## Material for the task
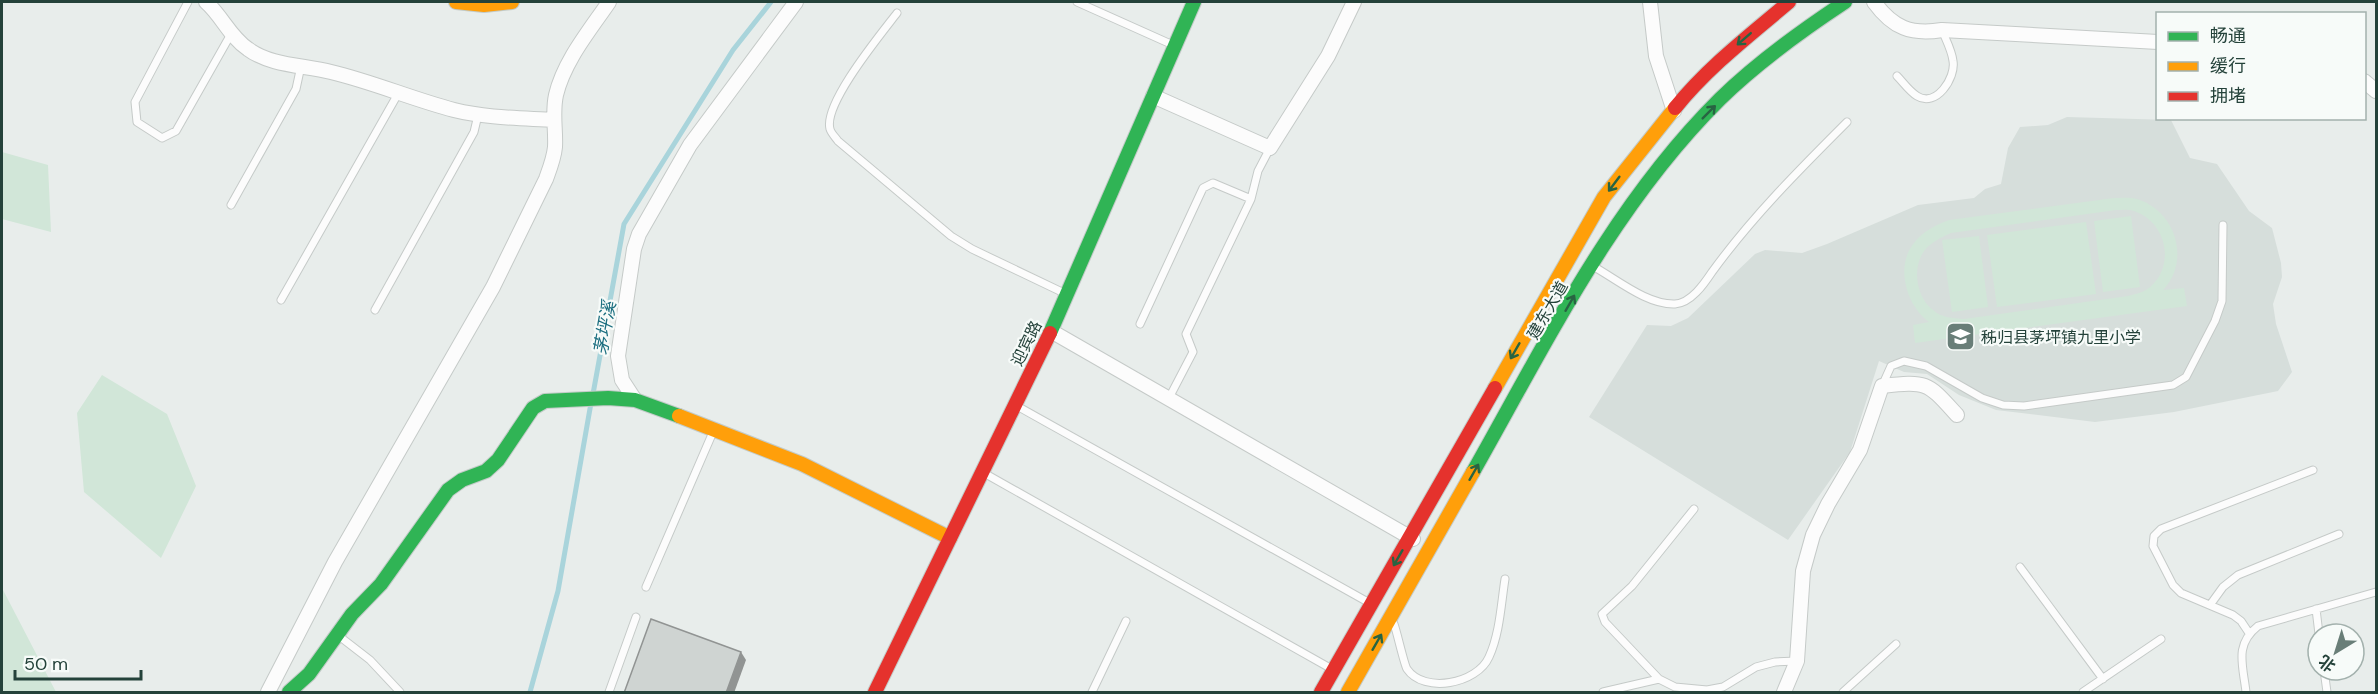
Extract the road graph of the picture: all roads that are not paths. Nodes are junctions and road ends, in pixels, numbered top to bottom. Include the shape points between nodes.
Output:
1 (188, 2) edge
2 (206, 2) edge
3 (456, 2) edge
4 (512, 2) edge
5 (609, 2) edge
6 (796, 2) edge
7 (1077, 2) edge
8 (1194, 2) edge
9 (1354, 2) edge
10 (1650, 2) edge
11 (1789, 2) edge
12 (1845, 2) edge
13 (1875, 2) edge
14 (897, 13) dead end
15 (1942, 30) junction
16 (231, 34) junction
17 (2156, 42) edge
18 (1175, 46) junction
19 (301, 66) junction
20 (1896, 76) dead end
21 (399, 92) junction
22 (1153, 96) junction
23 (1672, 110) junction
24 (478, 115) junction
25 (554, 120) junction
26 (1847, 122) dead end
27 (1691, 131) junction
28 (1270, 148) junction
29 (1251, 200) junction
30 (231, 205) dead end
31 (2223, 225) dead end
32 (1571, 253) junction
33 (1591, 265) junction
34 (1067, 294) junction
35 (281, 300) dead end
36 (375, 310) dead end
37 (1140, 324) dead end
38 (1051, 331) junction
39 (1882, 386) junction
40 (1168, 398) junction
41 (635, 400) junction
42 (1015, 404) junction
43 (1958, 416) dead end
44 (714, 429) junction
45 (2313, 470) dead end
46 (982, 472) junction
47 (1694, 509) dead end
48 (2339, 534) dead end
49 (1410, 537) junction
50 (950, 538) junction
51 (1430, 549) junction
52 (2019, 567) dead end
53 (1505, 579) dead end
54 (646, 586) dead end
55 (2376, 592) edge
56 (1372, 604) junction
57 (2210, 605) junction
58 (2316, 609) junction
59 (1392, 616) junction
60 (636, 617) dead end
61 (1126, 621) dead end
62 (2318, 622) edge
63 (2249, 633) junction
64 (338, 634) junction
65 (2161, 639) dead end
66 (1896, 644) dead end
67 (1797, 661) junction
68 (1334, 670) junction
69 (1659, 679) junction
70 (2103, 679) junction
71 (1351, 687) edge
72 (268, 693) edge
73 (289, 693) edge
74 (400, 693) edge
75 (609, 693) edge
76 (874, 693) edge
77 (1092, 693) edge
78 (1321, 693) edge
79 (1603, 693) edge
80 (1784, 693) edge
81 (1842, 693) edge
82 (2083, 693) edge
83 (2246, 693) edge

1 - 16 lane via 135,102 137,122 162,138 176,131
2 - 16 street via 217,11
3 - 4 main road
5 - 25 street via 562,78
6 - 41 street via 690,145 639,234 618,356 622,380
7 - 18 lane
8 - 18 main road, 迎宾路
9 - 28 street via 1328,56
10 - 23 street via 1656,56
11 -> 23 main road, 建东大道 via 1734,48
27 -> 12 main road, 建东大道 via 1749,73 1797,33
13 - 15 street via 1899,26 1922,33
14 - 34 lane via 850,76 830,116 830,130 838,141 951,236
15 - 17 street
15 - 20 lane via 1954,62 1951,79 1943,90 1931,98 1918,97
16 - 19 street via 264,59
18 - 22 main road, 迎宾路
19 - 21 street
19 - 30 lane via 296,89
21 - 24 street
21 - 35 lane
22 - 28 street
22 - 34 main road, 迎宾路
23 - 27 street
23 -> 32 main road, 建东大道 via 1604,197
24 - 25 street
24 - 36 lane via 474,132
25 - 72 street via 552,164 498,277 335,562
26 - 33 lane via 1754,218 1693,296 1677,304 1660,302
27 - 33 main road, 建东大道 via 1625,212
28 - 29 lane via 1258,171
29 - 37 lane via 1213,183 1203,188
29 - 40 lane via 1186,334 1193,352
31 - 39 lane via 2222,301 2186,377 2172,385 2024,406 2003,405 1962,388 1926,366 1904,362 1891,366
32 - 33 lane
32 -> 49 main road, 建东大道
51 -> 33 main road, 建东大道
34 - 38 main road, 迎宾路
38 - 40 street
38 - 42 main road, 迎宾路
39 - 43 street via 1926,386
39 - 67 street via 1860,450 1813,535 1803,571
40 - 49 street
41 - 44 main road
41 - 64 main road via 553,400 533,408 498,460 486,471 448,490 381,584
42 - 46 main road, 迎宾路
42 - 56 lane
44 - 50 main road via 818,472
44 - 54 lane
45 - 57 lane via 2161,529 2154,536 2153,546 2173,585 2181,593
46 - 50 main road, 迎宾路
46 - 68 lane
47 - 69 lane via 1632,586 1602,614 1605,622
48 - 57 lane via 2238,575
49 - 51 street
49 -> 56 main road, 建东大道
50 - 76 main road, 迎宾路
51 - 59 main road, 建东大道
52 - 70 lane
53 - 59 lane via 1488,659 1471,676 1455,683 1438,686 1420,680 1407,669
55 - 58 lane
56 - 59 lane
56 - 68 main road, 建东大道
57 - 63 lane via 2234,615
58 - 62 lane
58 - 63 lane via 2269,621
71 -> 59 main road, 建东大道
60 - 75 lane
61 - 77 lane
63 - 83 lane via 2241,655
64 - 73 main road via 309,674
64 - 74 lane
65 - 70 lane
66 - 81 lane
67 - 69 lane via 1756,667 1723,687 1707,690 1675,687
67 - 80 street
68 - 71 lane
68 - 78 main road, 建东大道
69 - 79 lane
70 - 82 lane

## Aim of the task
Repeat the material exactly as it reads, without any of its pictures.

## Solved exercise
Extract the road graph of the picture: all roads that are not paths. Nodes are junctions and road ends, in pixels, numbered top to bottom. Include the shape points between nodes.
Output:
1 (188, 2) edge
2 (206, 2) edge
3 (456, 2) edge
4 (512, 2) edge
5 (609, 2) edge
6 (796, 2) edge
7 (1077, 2) edge
8 (1194, 2) edge
9 (1354, 2) edge
10 (1650, 2) edge
11 (1789, 2) edge
12 (1845, 2) edge
13 (1875, 2) edge
14 (897, 13) dead end
15 (1942, 30) junction
16 (231, 34) junction
17 (2156, 42) edge
18 (1175, 46) junction
19 (301, 66) junction
20 (1896, 76) dead end
21 (399, 92) junction
22 (1153, 96) junction
23 (1672, 110) junction
24 (478, 115) junction
25 (554, 120) junction
26 (1847, 122) dead end
27 (1691, 131) junction
28 (1270, 148) junction
29 (1251, 200) junction
30 (231, 205) dead end
31 (2223, 225) dead end
32 (1571, 253) junction
33 (1591, 265) junction
34 (1067, 294) junction
35 (281, 300) dead end
36 (375, 310) dead end
37 (1140, 324) dead end
38 (1051, 331) junction
39 (1882, 386) junction
40 (1168, 398) junction
41 (635, 400) junction
42 (1015, 404) junction
43 (1958, 416) dead end
44 (714, 429) junction
45 (2313, 470) dead end
46 (982, 472) junction
47 (1694, 509) dead end
48 (2339, 534) dead end
49 (1410, 537) junction
50 (950, 538) junction
51 (1430, 549) junction
52 (2019, 567) dead end
53 (1505, 579) dead end
54 (646, 586) dead end
55 (2376, 592) edge
56 (1372, 604) junction
57 (2210, 605) junction
58 (2316, 609) junction
59 (1392, 616) junction
60 (636, 617) dead end
61 (1126, 621) dead end
62 (2318, 622) edge
63 (2249, 633) junction
64 (338, 634) junction
65 (2161, 639) dead end
66 (1896, 644) dead end
67 (1797, 661) junction
68 (1334, 670) junction
69 (1659, 679) junction
70 (2103, 679) junction
71 (1351, 687) edge
72 (268, 693) edge
73 (289, 693) edge
74 (400, 693) edge
75 (609, 693) edge
76 (874, 693) edge
77 (1092, 693) edge
78 (1321, 693) edge
79 (1603, 693) edge
80 (1784, 693) edge
81 (1842, 693) edge
82 (2083, 693) edge
83 (2246, 693) edge

1 - 16 lane via 135,102 137,122 162,138 176,131
2 - 16 street via 217,11
3 - 4 main road
5 - 25 street via 562,78
6 - 41 street via 690,145 639,234 618,356 622,380
7 - 18 lane
8 - 18 main road, 迎宾路
9 - 28 street via 1328,56
10 - 23 street via 1656,56
11 -> 23 main road, 建东大道 via 1734,48
27 -> 12 main road, 建东大道 via 1749,73 1797,33
13 - 15 street via 1899,26 1922,33
14 - 34 lane via 850,76 830,116 830,130 838,141 951,236
15 - 17 street
15 - 20 lane via 1954,62 1951,79 1943,90 1931,98 1918,97
16 - 19 street via 264,59
18 - 22 main road, 迎宾路
19 - 21 street
19 - 30 lane via 296,89
21 - 24 street
21 - 35 lane
22 - 28 street
22 - 34 main road, 迎宾路
23 - 27 street
23 -> 32 main road, 建东大道 via 1604,197
24 - 25 street
24 - 36 lane via 474,132
25 - 72 street via 552,164 498,277 335,562
26 - 33 lane via 1754,218 1693,296 1677,304 1660,302
27 - 33 main road, 建东大道 via 1625,212
28 - 29 lane via 1258,171
29 - 37 lane via 1213,183 1203,188
29 - 40 lane via 1186,334 1193,352
31 - 39 lane via 2222,301 2186,377 2172,385 2024,406 2003,405 1962,388 1926,366 1904,362 1891,366
32 - 33 lane
32 -> 49 main road, 建东大道
51 -> 33 main road, 建东大道
34 - 38 main road, 迎宾路
38 - 40 street
38 - 42 main road, 迎宾路
39 - 43 street via 1926,386
39 - 67 street via 1860,450 1813,535 1803,571
40 - 49 street
41 - 44 main road
41 - 64 main road via 553,400 533,408 498,460 486,471 448,490 381,584
42 - 46 main road, 迎宾路
42 - 56 lane
44 - 50 main road via 818,472
44 - 54 lane
45 - 57 lane via 2161,529 2154,536 2153,546 2173,585 2181,593
46 - 50 main road, 迎宾路
46 - 68 lane
47 - 69 lane via 1632,586 1602,614 1605,622
48 - 57 lane via 2238,575
49 - 51 street
49 -> 56 main road, 建东大道
50 - 76 main road, 迎宾路
51 - 59 main road, 建东大道
52 - 70 lane
53 - 59 lane via 1488,659 1471,676 1455,683 1438,686 1420,680 1407,669
55 - 58 lane
56 - 59 lane
56 - 68 main road, 建东大道
57 - 63 lane via 2234,615
58 - 62 lane
58 - 63 lane via 2269,621
71 -> 59 main road, 建东大道
60 - 75 lane
61 - 77 lane
63 - 83 lane via 2241,655
64 - 73 main road via 309,674
64 - 74 lane
65 - 70 lane
66 - 81 lane
67 - 69 lane via 1756,667 1723,687 1707,690 1675,687
67 - 80 street
68 - 71 lane
68 - 78 main road, 建东大道
69 - 79 lane
70 - 82 lane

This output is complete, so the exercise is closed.